University of Michigan
GOP Chair Ron Weiser.
The University of Michigan Board of Regents will gather for a special meeting Friday morning to consider censuring Michigan GOP Chair and fellow Regent Ron Weiser following his contentious remarks about elected officials.
Weiser came under fire last week after video surfaced
of him calling the state’s top Democratic officials “witches” and referring to “assassination” as an option for removing two Republican congressmen who voted to impeach former President Donald Trump.
The board does not have the authority to remove Weiser, who was elected to a eight-year term on the Board of Regents in 2016. He’s one of two Republicans on the eight-member board. The other six members are Democrats.
A censure vote is a symbolic gesture of disapproval.
Weiser, who has rejected a deluge of calls to resign and initially claimed his comments were taken out of context, issued a statement Saturday, a day after The Detroit News reported
on his remarks.
“In an increasingly vitriolic political environment, we should all do better to treat each other with respect, myself included. I fell short of that the other night,” Weiser said. “I apologize to those I offended for the flippant analogy about three women who are elected officials and for the off-hand comments about two other leaders. I have never advocated for violence and never will.”
Michigan GOP Co-Chair Meshawn Maddock, who has a history of making divisive remarks
, defended Weiser’s comments on Friday, calling the media attention “a distraction.”
“Too bad all the snowflakes in the mainstream media see misogyny where it doesn't exist,” Maddock tweeted. “Calling someone a witch is NOT misogynist. This is more of the same from the left – instantly label everything as ‘misogyny’ or ‘racist.’ This hurts real efforts to become a more just society.”
In a speech at the North Oakland Republican Club on March 25, Weiser expressed his desire to oust Gov. Gretchen Whitmer, Michigan Attorney General Dana Nessel, and Michigan Secretary of State Jocelyn Benson, whose first terms end in 2022.
“Our job now is to soften up those three witches and make sure we have good candidates to run against them, that they are ready for the burning at the stake,” Weiser said about the women.
In the same meeting, an audience member asked Weiser how to deal with the “witches in our own party,” referring to Michigan Republican U.S. Reps. Peter Meijer and Fed Upton, who voted to impeach Trump.
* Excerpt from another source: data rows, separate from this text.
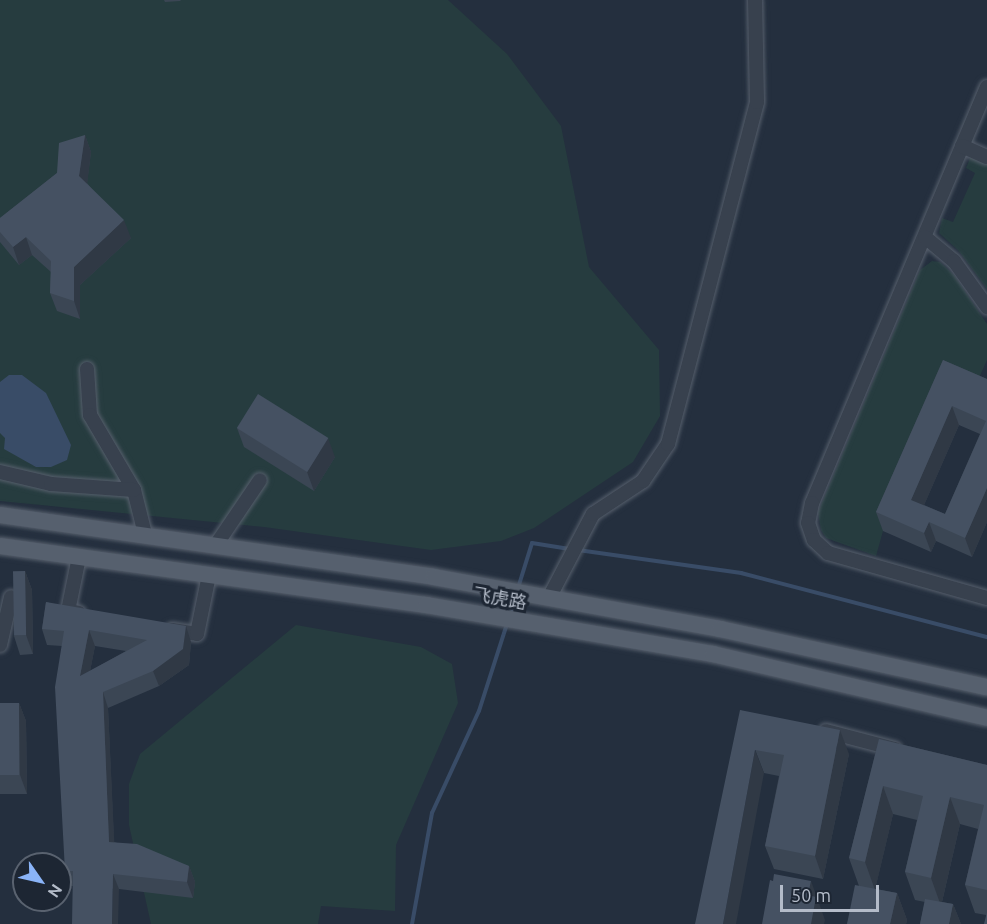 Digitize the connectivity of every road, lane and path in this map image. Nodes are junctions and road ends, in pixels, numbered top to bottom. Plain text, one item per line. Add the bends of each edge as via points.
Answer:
1 (755, 0) edge
2 (987, 87) edge
3 (962, 146) junction
4 (987, 157) edge
5 (925, 237) junction
6 (987, 307) edge
7 (87, 369) dead end
8 (0, 472) edge
9 (260, 480) dead end
10 (134, 490) junction
11 (0, 515) edge
12 (146, 534) junction
13 (216, 544) junction
14 (0, 546) edge
15 (79, 557) junction
16 (209, 575) junction
17 (11, 597) edge
18 (549, 598) junction
19 (987, 598) edge
20 (91, 615) edge
21 (162, 628) edge
22 (0, 645) edge
23 (987, 687) edge
24 (987, 718) edge
25 (816, 729) edge
26 (907, 752) edge

1 - 18 street via 757,102 668,444 643,481 592,514
2 - 3 street
3 - 4 street
3 - 5 street
5 - 6 street via 954,261
5 - 19 street via 812,503 808,523 814,540 828,552
7 - 10 street via 90,415
8 - 10 street via 60,485
9 - 13 street
10 - 12 street
11 - 12 main road, 飞虎路
12 - 13 main road, 飞虎路
13 - 18 main road, 飞虎路
14 - 15 main road, 飞虎路
15 - 16 main road, 飞虎路
15 - 20 street via 68,611
16 - 21 street via 197,634
16 - 24 main road, 飞虎路 via 713,654
17 - 22 street
18 - 23 main road, 飞虎路 via 720,629
25 - 26 street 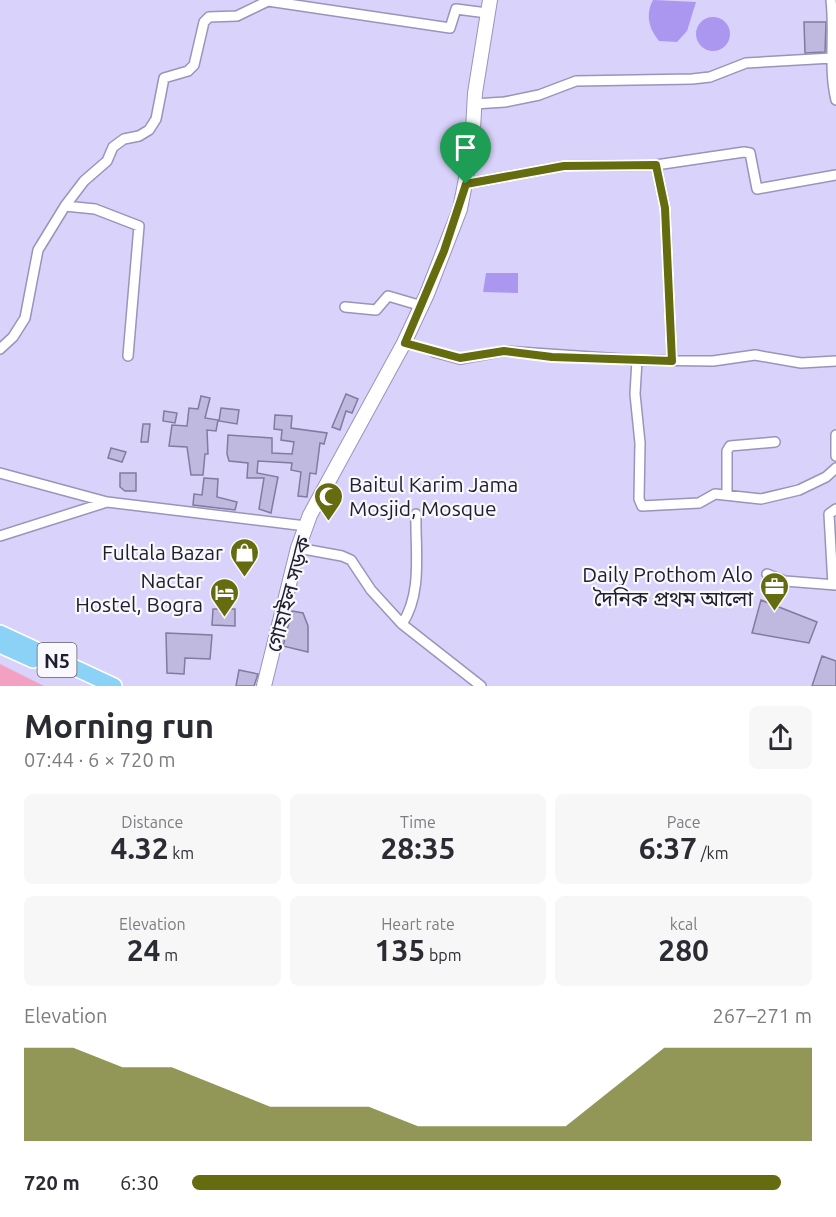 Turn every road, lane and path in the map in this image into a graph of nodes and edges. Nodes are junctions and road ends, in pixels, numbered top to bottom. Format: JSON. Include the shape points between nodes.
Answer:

“Other than assassination, I have no other way than voting them out,” Weiser said.
The comments drew intense criticism. In an interview on CNN on Wednesday, Whitmer referred to the 13 men who have been arrested for allegedly plotting to kidnap her and said the contentious rhetoric from Weiser and other Republicans is “continuing to throw gas on this fire.” “And it is dangerous, it’s unacceptable, and I’ve been, for almost a year now, calling on people to bring down the heat,” Whitmer said.
In January 2020, Metro Times
revealed dozens of threats of violence
against Whitmer and other Democrats on a Facebook page. The public group, “People vs Gov. Gretchen Whitmer,” was rapidly growing and attracted nearly 9,000 conservatives of all kinds – elected officials, veterans, firefighters, law enforcement officers, educators, pastors, business owners, political candidates, militia members, blue-collar workers, and your garden variety trolls.
Nessel said Weiser’s comments will spur more threats of violence.
“As a gay, Jewish woman, I have long since learned to respond to hateful rhetoric with humor,” Nessel said. “But as a prosecutor, I know these remarks are certain to inspire further death threats which will eventually be acted upon.”
University of Michigan officials also criticized Weiser.
“Such words are particularly abhorrent in a climate where so recently the use of language has engendered violence and attempted violence directed at elected officials, our democratic institutions, and the individuals who guard them,” U-M President Mark Schlissel said in a statement.
U-M Board of Regent Jordan Acker called on Weiser to resign.
“Ron Weiser's reckless and dangerous language does not reflect the values of our Board and our Institution,” Acker tweeted
. “Comments about removal by ‘assassination’ are a literal attack on our Democracy, and are incredibly dangerous in light of the January 6th insurrection at the Capitol. And the FBI-thwarted attacks on our Governor. Furthermore, sexist language referring to the Governor, Attorney General, and Secretary of State as ‘witches’ has no place on our campus. This language and behavior is incompatible with service to the University of Michigan.”